When we approached our apartment, my dad was anxiously waiting at the door. As soon as I saw him, my stomach felt odd, as if butterflies were flying uncontrollably inside. He hugged all of us at once with great force, shedding tears, and he had a big smile on his face that was from ear to ear, as if he were to be a kid who lost his favorite teddy bear and found it. I could tell that he was feeling more than one feeling at once. For once in his life, he looked at us as if we were the light of his eyes. We walked into our house and I was wondering what was going to happen. It actually felt good to see my dad because I hadn’t seen him in a long time and it was really rare for him to hug us.
Ever since then, things have been a little better. They still fight from time to time, but not as much as before. Now, when they fight, they just argue and at least they don’t throw things or leave the house like before. My dad sometimes doesn't pay attention to me I think it’s already too late to have a good father and daughter relationship. We still get along it is as if he is just someone I don’t know deeply and I just have to respect him. Still he’s my dad and I love him. From all of this, I have learned that parents need to avoid arguing in front of their children because they don’t know that they are affecting them as well.
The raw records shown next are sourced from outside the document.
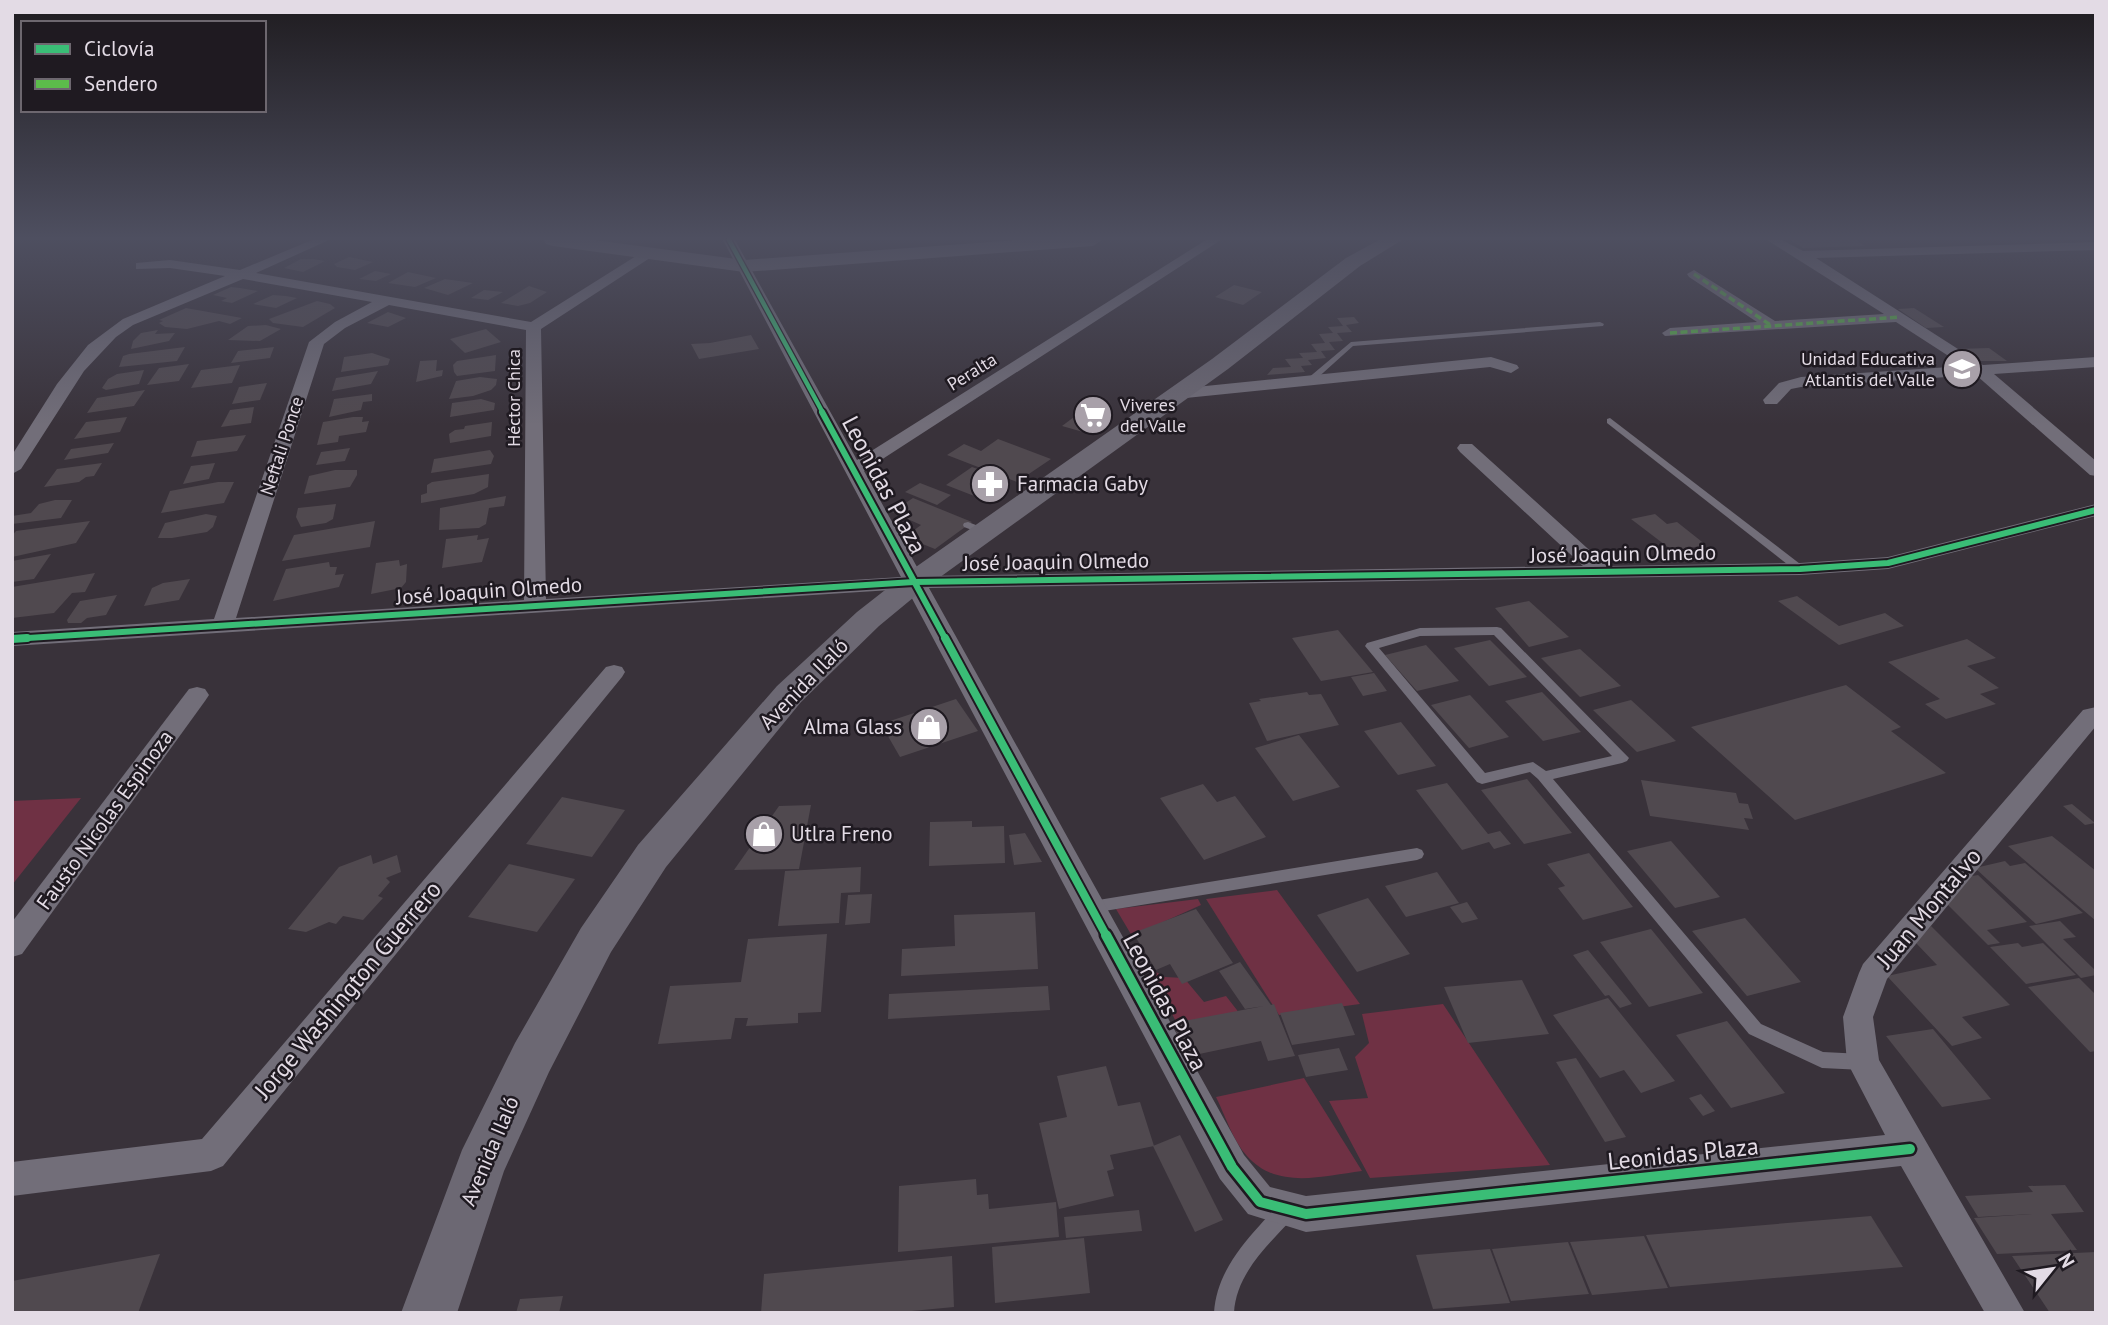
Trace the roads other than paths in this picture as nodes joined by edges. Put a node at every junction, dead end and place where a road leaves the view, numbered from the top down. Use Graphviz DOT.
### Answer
graph roads {
  1 [pos="175,302"];
  2 [pos="384,302"];
  3 [pos="573,302"];
  4 [pos="764,302"];
  5 [pos="1118,302"];
  6 [pos="1301,302"];
  7 [pos="1735,302"];
  8 [pos="1876,302"];
  9 [pos="1900,317"];
  10 [pos="1600,324"];
  11 [pos="1772,326"];
  12 [pos="533,327"];
  13 [pos="1670,333"];
  14 [pos="2096,362"];
  15 [pos="1220,364"];
  16 [pos="1511,368"];
  17 [pos="1979,369"];
  18 [pos="1311,379"];
  19 [pos="1269,383"];
  20 [pos="1176,394"];
  21 [pos="1771,400"];
  22 [pos="1610,421"];
  23 [pos="1466,448"];
  24 [pos="12,469"];
  25 [pos="855,469"];
  26 [pos="2096,471"];
  27 [pos="2096,510"];
  28 [pos="1800,569"];
  29 [pos="1602,572"];
  30 [pos="914,582"];
  31 [pos="535,606"];
  32 [pos="223,626"];
  33 [pos="12,639"];
  34 [pos="614,672"];
  35 [pos="197,695"];
  36 [pos="2096,715"];
  37 [pos="1543,776"];
  38 [pos="1417,855"];
  39 [pos="1092,907"];
  40 [pos="12,946"];
  41 [pos="1863,1062"];
  42 [pos="1910,1149"];
  43 [pos="12,1179"];
  44 [pos="1287,1210"];
  45 [pos="429,1313"];
  46 [pos="1224,1313"];
  47 [pos="2006,1313"];
  1 -- 24 [label="street"];
  2 -- 12 [label="street"];
  2 -- 32 [label="street, Neftali Ponce"];
  3 -- 12 [label="street, Héctor Chica"];
  4 -- 25 [label="street, Leonidas Plaza"];
  5 -- 25 [label="street, Peralta"];
  6 -- 15 [label="main road, Avenida Ilaló"];
  7 -- 11 [label="street"];
  8 -- 9 [label="street"];
  9 -- 11 [label="street"];
  9 -- 17 [label="street"];
  10 -- 18 [label="lane"];
  11 -- 13 [label="street"];
  12 -- 31 [label="street, Héctor Chica"];
  14 -- 17 [label="street"];
  15 -- 19 [label="street"];
  15 -- 20 [label="main road, Avenida Ilaló"];
  16 -- 18 [label="street"];
  17 -- 21 [label="street"];
  17 -- 26 [label="street"];
  18 -- 19 [label="street"];
  19 -- 20 [label="street"];
  20 -- 30 [label="main road, Avenida Ilaló"];
  22 -- 28 [label="lane"];
  23 -- 29 [label="street"];
  25 -- 30 [label="street, Leonidas Plaza"];
  27 -- 28 [label="street, José Joaquin Olmedo"];
  28 -- 29 [label="street, José Joaquin Olmedo"];
  29 -- 30 [label="street, José Joaquin Olmedo"];
  30 -- 31 [label="street, José Joaquin Olmedo"];
  30 -- 39 [label="street, Leonidas Plaza"];
  30 -- 45 [label="main road, Avenida Ilaló"];
  31 -- 32 [label="street, José Joaquin Olmedo"];
  32 -- 33 [label="street, José Joaquin Olmedo"];
  34 -- 43 [label="street, Jorge Washington Guerrero"];
  35 -- 40 [label="street, Fausto Nicolas Espinoza"];
  36 -- 41 [label="street, Juan Montalvo"];
  37 -- 37 [label="lane"];
  37 -- 41 [label="lane"];
  38 -- 39 [label="lane"];
  39 -- 44 [label="street, Leonidas Plaza"];
  41 -- 42 [label="street, Juan Montalvo"];
  42 -- 44 [label="street, Leonidas Plaza"];
  42 -- 47 [label="street, Juan Montalvo"];
  44 -- 46 [label="lane"];
}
It’s scary for kids to hear their parents fighting. No child should have to live in a place where they feel scared and unsafe. In some cases, I know that families split apart, but I’m glad that our family stayed together.
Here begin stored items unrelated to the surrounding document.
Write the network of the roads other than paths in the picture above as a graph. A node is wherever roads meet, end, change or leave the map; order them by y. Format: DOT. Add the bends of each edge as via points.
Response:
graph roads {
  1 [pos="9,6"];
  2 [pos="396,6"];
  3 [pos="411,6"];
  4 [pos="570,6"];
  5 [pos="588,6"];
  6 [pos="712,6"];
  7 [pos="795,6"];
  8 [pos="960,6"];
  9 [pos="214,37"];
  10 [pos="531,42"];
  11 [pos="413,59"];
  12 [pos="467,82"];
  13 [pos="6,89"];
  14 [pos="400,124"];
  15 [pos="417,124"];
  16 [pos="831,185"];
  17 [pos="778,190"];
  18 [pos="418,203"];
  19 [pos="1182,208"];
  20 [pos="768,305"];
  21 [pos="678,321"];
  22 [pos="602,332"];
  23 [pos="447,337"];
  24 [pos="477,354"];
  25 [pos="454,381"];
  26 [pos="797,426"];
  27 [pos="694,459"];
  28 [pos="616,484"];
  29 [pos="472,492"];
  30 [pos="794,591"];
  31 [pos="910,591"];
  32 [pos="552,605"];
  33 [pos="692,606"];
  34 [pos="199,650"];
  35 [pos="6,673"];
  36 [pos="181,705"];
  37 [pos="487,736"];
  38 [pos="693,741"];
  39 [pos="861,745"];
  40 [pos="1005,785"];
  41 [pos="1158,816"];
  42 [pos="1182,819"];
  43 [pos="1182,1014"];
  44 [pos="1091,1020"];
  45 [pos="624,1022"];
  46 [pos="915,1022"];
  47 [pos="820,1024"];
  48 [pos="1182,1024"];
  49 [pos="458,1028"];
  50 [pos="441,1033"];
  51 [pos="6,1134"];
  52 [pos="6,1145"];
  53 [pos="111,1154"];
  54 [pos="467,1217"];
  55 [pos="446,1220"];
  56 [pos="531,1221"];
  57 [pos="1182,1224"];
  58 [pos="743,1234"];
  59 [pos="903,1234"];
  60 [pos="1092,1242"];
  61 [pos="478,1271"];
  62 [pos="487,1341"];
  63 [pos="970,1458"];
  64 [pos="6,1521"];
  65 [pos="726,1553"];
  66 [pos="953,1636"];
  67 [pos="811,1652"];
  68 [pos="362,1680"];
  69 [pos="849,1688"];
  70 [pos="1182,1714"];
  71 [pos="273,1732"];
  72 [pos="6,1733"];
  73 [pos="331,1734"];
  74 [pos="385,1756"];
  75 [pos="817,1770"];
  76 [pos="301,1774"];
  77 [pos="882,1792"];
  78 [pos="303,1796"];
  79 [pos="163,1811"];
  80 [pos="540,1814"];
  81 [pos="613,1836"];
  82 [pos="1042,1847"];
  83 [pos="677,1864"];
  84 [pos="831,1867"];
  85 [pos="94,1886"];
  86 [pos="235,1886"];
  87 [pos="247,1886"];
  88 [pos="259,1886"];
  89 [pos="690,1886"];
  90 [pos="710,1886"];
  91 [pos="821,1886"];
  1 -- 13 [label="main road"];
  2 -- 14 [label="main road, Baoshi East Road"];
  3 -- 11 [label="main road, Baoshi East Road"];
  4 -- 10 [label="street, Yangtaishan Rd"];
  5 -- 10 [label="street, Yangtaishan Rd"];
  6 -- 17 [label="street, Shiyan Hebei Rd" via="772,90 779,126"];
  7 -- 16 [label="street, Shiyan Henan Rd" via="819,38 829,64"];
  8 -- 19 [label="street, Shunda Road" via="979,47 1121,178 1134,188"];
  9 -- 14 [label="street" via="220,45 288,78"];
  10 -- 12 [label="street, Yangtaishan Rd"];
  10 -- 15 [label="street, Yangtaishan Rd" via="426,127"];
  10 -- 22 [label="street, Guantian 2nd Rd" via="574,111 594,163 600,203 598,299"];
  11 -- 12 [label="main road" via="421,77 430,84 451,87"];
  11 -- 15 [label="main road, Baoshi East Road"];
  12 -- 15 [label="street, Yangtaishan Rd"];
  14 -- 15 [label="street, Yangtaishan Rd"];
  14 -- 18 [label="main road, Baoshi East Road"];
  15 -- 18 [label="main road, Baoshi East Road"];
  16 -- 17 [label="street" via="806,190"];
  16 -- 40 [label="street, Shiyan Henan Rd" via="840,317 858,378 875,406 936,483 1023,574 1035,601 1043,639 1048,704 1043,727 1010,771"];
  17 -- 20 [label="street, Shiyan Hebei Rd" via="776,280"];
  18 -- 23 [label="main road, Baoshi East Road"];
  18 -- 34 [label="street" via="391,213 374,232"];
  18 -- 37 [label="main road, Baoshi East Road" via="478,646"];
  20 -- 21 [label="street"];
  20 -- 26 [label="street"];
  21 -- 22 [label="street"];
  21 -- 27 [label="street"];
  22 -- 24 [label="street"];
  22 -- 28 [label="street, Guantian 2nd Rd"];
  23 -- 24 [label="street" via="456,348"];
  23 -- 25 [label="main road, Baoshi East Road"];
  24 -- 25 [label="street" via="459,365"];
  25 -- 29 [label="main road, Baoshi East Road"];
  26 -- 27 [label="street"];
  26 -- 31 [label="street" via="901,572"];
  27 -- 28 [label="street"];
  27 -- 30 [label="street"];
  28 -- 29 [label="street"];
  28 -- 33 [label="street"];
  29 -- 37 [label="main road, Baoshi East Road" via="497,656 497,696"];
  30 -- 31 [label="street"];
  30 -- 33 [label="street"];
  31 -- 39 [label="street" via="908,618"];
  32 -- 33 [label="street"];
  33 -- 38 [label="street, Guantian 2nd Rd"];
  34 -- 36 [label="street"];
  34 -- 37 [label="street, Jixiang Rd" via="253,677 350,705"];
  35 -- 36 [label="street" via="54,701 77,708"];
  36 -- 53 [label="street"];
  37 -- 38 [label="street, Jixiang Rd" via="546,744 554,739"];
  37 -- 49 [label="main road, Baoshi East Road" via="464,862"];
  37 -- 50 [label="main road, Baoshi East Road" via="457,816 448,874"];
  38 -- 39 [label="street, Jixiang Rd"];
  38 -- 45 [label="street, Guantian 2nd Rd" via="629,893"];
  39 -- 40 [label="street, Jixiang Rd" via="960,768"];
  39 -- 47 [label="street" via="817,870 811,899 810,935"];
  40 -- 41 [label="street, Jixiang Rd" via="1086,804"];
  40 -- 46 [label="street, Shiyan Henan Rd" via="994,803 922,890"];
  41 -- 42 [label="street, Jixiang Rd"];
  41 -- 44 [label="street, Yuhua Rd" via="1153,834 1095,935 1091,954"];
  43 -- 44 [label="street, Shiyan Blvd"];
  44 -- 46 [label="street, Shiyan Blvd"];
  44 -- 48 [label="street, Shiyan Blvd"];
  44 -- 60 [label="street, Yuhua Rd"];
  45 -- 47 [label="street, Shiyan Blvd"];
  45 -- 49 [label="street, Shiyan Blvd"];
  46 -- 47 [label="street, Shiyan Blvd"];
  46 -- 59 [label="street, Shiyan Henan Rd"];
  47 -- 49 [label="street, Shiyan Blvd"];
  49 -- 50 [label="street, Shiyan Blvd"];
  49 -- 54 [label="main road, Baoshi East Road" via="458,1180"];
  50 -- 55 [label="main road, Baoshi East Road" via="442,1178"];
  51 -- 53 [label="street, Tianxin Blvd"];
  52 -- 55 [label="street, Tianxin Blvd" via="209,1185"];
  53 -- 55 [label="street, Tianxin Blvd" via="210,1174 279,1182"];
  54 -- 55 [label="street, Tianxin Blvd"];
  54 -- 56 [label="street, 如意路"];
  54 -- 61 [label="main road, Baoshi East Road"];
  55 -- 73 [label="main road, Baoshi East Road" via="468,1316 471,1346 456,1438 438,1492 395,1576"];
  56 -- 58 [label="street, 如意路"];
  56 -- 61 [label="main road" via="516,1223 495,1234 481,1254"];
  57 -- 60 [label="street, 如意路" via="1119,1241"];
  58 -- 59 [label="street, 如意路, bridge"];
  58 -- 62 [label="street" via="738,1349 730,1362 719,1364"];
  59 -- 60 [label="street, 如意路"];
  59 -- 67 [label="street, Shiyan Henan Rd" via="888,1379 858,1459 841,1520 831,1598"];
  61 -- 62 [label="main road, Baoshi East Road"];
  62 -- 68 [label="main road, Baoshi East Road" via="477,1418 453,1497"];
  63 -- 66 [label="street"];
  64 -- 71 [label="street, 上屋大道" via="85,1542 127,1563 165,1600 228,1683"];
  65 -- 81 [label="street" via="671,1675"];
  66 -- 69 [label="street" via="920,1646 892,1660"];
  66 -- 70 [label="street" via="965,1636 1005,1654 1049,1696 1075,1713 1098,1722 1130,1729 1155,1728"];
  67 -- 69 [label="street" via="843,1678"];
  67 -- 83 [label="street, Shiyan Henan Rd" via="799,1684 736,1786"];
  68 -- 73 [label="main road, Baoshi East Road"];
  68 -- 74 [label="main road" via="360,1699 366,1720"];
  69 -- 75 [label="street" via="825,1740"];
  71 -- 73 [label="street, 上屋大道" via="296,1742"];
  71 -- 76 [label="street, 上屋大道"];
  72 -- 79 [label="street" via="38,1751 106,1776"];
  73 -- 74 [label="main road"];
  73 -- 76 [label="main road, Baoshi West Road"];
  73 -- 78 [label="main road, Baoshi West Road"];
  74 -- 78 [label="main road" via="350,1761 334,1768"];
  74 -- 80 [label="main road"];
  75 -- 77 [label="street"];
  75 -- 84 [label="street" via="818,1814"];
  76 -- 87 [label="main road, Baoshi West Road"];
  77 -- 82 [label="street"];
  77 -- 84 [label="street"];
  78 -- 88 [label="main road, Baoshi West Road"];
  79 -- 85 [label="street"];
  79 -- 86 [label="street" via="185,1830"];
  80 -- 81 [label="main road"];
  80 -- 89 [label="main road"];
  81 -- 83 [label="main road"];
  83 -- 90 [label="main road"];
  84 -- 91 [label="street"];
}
I am grateful to my mom and dad for working out their differences. They have taught me that you have to work hard for what you really want in life. They worked hard to stay together for us. Now it’s my turn. I’m in 9th grade now and I’m getting all A’s and B’s. My parents are really proud of me. They see that I am not giving them trouble anymore like I used to in elementary and middle school. My home environment is a little more peaceful now and I feel better. I can actually concentrate more on my homework. I am working as hard as I can to make my parents proud of me. I have goals and I know that I will graduate from high school and go to college. Maybe someday I will be a doctor or a veterinarian. Either way, I know I will have my family with me, standing next to me and supporting me until the end.